=== REQUIREMENT ===
In the data below, find every line with the word "Deodoro" and copy it out.

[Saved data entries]

──────

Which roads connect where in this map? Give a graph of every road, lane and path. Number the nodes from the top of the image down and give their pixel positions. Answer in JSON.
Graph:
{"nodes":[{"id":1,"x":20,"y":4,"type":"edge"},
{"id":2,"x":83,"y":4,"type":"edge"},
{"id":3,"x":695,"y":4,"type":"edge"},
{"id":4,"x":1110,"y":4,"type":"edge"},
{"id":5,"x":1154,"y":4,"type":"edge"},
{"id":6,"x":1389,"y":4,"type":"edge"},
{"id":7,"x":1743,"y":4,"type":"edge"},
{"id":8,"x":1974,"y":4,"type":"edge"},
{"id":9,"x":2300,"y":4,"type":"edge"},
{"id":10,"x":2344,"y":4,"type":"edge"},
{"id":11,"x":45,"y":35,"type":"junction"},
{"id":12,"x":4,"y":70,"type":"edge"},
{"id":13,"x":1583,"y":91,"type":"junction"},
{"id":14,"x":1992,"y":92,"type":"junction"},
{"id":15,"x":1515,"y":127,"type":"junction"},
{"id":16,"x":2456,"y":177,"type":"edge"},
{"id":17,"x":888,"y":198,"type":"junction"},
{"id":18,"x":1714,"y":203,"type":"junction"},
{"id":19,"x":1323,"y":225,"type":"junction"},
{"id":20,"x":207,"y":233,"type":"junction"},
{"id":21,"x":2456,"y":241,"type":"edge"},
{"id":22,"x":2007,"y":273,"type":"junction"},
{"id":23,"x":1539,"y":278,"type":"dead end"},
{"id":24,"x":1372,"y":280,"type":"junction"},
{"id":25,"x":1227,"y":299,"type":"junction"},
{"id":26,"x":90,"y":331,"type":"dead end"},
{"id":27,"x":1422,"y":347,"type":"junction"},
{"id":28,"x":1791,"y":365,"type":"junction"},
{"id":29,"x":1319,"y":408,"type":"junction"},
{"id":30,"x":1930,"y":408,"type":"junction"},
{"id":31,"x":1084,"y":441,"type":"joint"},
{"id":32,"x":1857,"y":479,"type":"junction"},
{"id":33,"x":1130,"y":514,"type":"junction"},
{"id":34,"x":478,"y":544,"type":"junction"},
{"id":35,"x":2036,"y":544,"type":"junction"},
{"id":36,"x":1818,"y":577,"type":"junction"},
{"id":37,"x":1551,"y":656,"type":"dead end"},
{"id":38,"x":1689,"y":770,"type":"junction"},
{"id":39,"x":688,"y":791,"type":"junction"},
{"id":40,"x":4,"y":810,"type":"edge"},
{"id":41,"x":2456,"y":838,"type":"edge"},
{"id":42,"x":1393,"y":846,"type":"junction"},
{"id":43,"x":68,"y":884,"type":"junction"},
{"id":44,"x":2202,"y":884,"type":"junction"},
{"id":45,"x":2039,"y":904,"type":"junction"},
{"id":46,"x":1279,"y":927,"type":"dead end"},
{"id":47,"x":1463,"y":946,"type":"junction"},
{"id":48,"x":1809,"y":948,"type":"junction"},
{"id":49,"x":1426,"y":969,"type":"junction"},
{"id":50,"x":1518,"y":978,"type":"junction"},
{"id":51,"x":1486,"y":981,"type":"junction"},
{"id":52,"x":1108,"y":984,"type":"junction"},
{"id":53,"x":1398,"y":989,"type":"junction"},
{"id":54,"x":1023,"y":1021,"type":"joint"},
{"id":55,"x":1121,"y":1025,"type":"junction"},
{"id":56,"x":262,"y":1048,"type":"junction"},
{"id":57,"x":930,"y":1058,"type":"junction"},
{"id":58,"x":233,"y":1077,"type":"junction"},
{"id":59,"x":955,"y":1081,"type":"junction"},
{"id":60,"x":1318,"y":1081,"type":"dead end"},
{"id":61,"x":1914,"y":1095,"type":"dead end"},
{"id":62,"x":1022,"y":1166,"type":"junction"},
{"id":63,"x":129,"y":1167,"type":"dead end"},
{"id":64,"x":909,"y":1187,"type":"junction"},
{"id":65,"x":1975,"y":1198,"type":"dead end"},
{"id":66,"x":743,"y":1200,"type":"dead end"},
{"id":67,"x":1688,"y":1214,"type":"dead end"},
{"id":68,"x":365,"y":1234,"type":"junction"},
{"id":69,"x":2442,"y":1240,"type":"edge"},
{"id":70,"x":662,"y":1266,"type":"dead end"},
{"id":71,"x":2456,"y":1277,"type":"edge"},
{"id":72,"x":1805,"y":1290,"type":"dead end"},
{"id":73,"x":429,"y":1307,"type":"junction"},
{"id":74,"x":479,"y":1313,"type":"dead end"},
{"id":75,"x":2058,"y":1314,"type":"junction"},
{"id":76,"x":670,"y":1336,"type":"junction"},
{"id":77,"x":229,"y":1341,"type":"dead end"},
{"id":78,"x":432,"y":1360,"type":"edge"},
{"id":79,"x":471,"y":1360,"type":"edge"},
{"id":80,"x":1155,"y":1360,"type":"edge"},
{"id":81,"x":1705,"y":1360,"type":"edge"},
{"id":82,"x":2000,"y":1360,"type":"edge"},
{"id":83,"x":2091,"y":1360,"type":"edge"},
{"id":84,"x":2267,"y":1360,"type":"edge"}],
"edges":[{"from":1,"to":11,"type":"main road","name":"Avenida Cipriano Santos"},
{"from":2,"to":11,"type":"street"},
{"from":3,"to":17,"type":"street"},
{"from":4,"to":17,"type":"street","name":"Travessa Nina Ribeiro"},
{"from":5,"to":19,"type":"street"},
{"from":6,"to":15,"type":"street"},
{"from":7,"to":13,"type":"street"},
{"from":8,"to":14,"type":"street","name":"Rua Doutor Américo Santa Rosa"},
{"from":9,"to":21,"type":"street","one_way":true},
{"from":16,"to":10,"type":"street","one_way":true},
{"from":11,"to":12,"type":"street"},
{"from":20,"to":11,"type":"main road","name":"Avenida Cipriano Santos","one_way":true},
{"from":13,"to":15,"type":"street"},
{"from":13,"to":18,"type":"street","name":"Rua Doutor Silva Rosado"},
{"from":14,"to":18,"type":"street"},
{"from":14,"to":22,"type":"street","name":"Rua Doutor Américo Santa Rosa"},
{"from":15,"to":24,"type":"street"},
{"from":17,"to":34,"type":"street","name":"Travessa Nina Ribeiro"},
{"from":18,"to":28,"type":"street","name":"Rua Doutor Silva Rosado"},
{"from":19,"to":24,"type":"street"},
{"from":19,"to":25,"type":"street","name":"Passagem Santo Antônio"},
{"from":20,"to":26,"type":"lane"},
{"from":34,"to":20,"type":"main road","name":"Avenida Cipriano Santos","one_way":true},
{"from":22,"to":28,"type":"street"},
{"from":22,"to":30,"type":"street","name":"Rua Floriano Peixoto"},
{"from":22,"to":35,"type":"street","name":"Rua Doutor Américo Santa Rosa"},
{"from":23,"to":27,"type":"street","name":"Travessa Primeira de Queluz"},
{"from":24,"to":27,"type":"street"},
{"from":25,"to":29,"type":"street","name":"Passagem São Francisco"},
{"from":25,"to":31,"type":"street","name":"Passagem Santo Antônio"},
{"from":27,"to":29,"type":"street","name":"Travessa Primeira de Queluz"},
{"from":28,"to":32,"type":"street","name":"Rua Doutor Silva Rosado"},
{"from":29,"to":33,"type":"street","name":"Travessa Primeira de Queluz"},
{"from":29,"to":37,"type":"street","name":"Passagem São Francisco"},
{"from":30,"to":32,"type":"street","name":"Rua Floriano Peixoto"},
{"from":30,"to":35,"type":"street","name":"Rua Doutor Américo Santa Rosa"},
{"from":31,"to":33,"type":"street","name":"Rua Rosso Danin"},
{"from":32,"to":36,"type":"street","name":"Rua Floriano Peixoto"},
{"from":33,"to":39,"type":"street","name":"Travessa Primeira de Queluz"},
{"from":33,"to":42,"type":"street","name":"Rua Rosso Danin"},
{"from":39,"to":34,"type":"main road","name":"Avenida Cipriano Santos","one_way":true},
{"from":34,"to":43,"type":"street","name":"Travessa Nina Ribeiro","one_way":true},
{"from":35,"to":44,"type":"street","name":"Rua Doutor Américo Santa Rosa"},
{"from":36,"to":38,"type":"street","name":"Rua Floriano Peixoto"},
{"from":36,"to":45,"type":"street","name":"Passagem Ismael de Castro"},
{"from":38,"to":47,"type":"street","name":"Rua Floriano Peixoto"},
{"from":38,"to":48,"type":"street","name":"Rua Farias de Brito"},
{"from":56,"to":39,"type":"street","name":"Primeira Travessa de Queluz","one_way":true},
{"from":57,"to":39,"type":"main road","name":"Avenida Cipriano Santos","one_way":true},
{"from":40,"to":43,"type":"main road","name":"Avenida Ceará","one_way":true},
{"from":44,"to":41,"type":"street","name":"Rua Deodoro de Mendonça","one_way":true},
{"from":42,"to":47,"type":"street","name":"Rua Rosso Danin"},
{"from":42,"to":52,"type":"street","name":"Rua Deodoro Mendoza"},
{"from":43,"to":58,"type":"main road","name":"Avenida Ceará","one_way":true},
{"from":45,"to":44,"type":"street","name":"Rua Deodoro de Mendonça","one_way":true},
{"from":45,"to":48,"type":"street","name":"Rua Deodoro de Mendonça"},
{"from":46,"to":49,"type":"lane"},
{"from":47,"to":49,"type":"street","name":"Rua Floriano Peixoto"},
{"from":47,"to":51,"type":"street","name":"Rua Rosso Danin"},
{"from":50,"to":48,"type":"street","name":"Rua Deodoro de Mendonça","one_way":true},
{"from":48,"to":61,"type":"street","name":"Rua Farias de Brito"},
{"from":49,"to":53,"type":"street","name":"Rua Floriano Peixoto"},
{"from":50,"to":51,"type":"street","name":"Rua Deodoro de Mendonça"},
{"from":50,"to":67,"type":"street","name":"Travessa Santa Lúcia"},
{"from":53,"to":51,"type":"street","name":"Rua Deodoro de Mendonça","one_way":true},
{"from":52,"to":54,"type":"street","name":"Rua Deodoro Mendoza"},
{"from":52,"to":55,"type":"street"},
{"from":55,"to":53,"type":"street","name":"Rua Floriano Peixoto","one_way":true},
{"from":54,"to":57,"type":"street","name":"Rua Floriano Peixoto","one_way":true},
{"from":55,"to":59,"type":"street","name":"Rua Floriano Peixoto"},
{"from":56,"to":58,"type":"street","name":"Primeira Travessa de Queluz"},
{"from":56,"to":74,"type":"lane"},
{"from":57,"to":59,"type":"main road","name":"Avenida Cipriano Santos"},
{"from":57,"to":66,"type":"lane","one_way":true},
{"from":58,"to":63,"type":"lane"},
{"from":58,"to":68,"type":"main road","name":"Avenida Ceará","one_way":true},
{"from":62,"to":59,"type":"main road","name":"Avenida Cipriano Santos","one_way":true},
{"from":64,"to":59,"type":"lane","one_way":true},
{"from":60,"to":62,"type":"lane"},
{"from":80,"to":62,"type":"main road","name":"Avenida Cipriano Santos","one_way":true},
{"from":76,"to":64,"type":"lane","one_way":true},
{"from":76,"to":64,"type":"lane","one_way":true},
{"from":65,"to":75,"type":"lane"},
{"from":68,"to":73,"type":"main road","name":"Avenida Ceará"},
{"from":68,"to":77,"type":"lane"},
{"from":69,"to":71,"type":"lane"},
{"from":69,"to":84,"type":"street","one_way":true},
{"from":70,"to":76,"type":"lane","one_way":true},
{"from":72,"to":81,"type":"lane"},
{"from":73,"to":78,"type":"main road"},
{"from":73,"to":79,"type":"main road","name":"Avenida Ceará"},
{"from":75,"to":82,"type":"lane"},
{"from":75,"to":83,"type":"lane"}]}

──────

=== ANSWER ===
{"from":44,"to":41,"type":"street","name":"Rua Deodoro de Mendonça","one_way":true},
{"from":42,"to":52,"type":"street","name":"Rua Deodoro Mendoza"},
{"from":45,"to":44,"type":"street","name":"Rua Deodoro de Mendonça","one_way":true},
{"from":45,"to":48,"type":"street","name":"Rua Deodoro de Mendonça"},
{"from":50,"to":48,"type":"street","name":"Rua Deodoro de Mendonça","one_way":true},
{"from":50,"to":51,"type":"street","name":"Rua Deodoro de Mendonça"},
{"from":53,"to":51,"type":"street","name":"Rua Deodoro de Mendonça","one_way":true},
{"from":52,"to":54,"type":"street","name":"Rua Deodoro Mendoza"},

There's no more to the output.